■ What is being asked ■
Count every line below that contains "their", then give that count and nothing else.
START Data provided
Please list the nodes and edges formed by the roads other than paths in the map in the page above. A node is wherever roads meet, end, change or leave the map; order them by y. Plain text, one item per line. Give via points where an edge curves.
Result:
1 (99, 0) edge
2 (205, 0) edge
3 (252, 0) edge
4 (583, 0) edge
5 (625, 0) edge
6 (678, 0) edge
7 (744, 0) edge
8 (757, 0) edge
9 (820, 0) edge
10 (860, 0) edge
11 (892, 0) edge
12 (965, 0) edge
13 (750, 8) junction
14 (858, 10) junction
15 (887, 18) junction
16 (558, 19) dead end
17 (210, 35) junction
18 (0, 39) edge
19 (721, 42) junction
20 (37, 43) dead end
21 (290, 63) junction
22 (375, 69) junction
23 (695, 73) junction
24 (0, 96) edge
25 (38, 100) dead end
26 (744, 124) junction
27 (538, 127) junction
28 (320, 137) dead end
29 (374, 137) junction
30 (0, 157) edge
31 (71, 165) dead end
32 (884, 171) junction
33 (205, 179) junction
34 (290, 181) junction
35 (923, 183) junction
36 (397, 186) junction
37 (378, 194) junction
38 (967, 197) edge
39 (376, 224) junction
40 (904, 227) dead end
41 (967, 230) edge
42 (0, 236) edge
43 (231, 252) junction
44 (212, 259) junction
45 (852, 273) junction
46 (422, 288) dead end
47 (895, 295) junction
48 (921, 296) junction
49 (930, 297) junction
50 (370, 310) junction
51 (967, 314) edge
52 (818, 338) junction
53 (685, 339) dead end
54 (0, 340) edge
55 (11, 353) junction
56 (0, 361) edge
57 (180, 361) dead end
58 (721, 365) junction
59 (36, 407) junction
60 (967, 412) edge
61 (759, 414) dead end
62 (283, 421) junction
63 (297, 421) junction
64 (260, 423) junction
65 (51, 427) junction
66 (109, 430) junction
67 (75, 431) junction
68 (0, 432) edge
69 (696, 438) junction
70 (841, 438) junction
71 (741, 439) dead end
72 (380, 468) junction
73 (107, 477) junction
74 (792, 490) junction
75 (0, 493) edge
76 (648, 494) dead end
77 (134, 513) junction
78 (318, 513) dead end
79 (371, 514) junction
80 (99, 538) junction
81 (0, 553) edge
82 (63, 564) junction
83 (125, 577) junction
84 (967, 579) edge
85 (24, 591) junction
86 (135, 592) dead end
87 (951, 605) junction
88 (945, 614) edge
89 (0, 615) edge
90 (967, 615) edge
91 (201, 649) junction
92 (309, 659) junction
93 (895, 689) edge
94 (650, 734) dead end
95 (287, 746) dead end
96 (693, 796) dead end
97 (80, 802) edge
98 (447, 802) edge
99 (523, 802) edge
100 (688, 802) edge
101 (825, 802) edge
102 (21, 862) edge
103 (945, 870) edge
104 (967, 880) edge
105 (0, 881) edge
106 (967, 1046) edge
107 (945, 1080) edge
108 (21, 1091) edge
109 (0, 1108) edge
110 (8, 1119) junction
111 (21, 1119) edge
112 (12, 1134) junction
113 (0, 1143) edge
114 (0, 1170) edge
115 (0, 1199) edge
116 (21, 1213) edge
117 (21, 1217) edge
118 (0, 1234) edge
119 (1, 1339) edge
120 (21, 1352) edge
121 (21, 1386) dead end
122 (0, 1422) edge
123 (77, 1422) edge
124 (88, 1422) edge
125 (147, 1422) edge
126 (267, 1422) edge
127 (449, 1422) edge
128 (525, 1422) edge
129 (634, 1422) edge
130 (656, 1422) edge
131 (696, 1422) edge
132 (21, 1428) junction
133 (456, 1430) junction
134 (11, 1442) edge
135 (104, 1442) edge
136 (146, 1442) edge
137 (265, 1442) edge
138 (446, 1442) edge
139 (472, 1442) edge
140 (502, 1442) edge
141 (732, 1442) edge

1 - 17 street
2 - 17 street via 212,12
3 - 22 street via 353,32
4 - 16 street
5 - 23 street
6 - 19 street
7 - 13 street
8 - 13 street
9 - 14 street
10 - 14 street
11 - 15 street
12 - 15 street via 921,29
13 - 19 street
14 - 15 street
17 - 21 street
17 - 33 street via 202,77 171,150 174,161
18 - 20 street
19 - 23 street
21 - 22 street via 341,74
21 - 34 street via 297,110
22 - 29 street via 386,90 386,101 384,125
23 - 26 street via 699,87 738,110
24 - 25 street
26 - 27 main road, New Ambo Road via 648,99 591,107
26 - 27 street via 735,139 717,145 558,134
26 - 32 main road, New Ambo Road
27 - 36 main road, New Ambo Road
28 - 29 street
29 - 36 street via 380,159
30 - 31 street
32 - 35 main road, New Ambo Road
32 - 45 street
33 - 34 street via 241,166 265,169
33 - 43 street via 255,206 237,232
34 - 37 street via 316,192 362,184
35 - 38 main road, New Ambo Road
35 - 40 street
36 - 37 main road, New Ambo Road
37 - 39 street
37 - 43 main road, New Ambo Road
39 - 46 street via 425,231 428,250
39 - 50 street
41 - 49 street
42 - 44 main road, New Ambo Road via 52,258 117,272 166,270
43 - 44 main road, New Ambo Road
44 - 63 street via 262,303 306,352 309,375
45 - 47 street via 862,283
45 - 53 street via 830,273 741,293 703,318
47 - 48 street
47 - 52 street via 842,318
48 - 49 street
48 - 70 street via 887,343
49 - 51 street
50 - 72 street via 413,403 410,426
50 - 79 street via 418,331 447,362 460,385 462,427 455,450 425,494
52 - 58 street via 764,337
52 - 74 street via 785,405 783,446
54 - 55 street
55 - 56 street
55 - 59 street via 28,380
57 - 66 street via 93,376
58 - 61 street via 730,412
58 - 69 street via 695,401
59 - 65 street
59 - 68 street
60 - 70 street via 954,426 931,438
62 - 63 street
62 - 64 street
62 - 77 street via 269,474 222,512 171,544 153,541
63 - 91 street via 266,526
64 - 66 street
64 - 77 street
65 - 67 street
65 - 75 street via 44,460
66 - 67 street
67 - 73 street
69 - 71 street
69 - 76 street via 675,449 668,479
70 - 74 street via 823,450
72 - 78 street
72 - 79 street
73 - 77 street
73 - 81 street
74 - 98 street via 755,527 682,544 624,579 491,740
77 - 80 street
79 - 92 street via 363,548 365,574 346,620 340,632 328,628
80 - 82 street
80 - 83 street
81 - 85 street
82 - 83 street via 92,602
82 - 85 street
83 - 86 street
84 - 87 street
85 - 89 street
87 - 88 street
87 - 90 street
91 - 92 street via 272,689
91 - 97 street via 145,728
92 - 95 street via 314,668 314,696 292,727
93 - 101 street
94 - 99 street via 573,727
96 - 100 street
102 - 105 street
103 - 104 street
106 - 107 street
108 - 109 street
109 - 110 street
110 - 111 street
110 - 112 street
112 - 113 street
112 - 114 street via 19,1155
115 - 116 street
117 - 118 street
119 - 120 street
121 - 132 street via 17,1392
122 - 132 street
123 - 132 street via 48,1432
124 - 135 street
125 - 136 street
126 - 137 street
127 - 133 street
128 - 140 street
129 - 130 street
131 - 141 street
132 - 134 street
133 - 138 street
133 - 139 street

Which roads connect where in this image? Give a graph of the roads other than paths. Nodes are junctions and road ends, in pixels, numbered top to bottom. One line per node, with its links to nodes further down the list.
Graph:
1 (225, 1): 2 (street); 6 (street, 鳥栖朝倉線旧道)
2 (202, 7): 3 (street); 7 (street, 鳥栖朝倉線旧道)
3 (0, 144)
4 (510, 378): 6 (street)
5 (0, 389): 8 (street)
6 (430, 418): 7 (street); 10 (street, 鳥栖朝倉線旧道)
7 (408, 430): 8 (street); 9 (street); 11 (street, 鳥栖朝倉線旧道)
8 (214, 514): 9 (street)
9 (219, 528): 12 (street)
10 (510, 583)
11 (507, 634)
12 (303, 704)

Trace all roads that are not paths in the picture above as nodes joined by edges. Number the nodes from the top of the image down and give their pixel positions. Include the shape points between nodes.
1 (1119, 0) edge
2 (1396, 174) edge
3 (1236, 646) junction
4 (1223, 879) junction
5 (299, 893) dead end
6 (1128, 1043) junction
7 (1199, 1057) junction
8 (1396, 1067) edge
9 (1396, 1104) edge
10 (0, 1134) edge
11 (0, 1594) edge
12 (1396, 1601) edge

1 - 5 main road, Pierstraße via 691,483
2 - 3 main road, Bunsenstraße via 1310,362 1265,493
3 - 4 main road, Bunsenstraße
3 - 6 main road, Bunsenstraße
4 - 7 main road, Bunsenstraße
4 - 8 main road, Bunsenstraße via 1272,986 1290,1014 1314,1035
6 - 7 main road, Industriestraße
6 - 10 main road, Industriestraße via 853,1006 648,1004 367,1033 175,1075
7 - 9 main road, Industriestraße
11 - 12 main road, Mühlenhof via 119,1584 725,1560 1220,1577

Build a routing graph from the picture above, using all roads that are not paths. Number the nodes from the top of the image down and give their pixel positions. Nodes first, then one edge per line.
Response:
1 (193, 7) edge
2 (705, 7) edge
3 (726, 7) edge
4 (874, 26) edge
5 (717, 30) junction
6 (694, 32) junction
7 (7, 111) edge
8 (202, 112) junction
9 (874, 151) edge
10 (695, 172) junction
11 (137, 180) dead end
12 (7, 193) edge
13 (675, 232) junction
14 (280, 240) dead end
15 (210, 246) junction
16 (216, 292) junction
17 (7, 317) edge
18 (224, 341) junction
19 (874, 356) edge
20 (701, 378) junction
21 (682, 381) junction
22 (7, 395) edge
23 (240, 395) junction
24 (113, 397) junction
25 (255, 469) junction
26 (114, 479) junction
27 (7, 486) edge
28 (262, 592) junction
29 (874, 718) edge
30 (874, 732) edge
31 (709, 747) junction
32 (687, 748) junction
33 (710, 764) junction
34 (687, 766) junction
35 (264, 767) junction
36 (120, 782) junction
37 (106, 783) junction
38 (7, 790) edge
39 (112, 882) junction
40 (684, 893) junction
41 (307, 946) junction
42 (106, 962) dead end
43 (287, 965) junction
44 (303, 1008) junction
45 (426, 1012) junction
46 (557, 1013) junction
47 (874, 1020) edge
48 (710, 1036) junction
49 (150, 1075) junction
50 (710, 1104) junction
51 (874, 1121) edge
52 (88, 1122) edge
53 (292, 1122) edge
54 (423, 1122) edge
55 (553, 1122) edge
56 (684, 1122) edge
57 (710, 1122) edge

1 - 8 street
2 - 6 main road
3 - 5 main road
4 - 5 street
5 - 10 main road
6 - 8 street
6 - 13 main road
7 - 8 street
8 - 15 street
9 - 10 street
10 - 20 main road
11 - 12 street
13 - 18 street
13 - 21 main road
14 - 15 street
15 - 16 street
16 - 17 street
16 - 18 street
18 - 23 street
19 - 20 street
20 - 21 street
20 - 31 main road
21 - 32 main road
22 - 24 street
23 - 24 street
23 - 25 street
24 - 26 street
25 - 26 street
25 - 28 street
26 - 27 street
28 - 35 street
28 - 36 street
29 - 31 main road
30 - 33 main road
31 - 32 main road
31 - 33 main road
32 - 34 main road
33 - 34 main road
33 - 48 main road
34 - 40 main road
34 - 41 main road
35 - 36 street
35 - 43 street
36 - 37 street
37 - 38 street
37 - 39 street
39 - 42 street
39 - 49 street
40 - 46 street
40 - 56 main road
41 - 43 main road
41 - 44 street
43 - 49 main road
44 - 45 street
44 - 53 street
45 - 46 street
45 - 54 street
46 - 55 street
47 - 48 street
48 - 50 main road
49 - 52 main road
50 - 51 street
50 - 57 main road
END Data provided
■ Solution for this exercise ■
2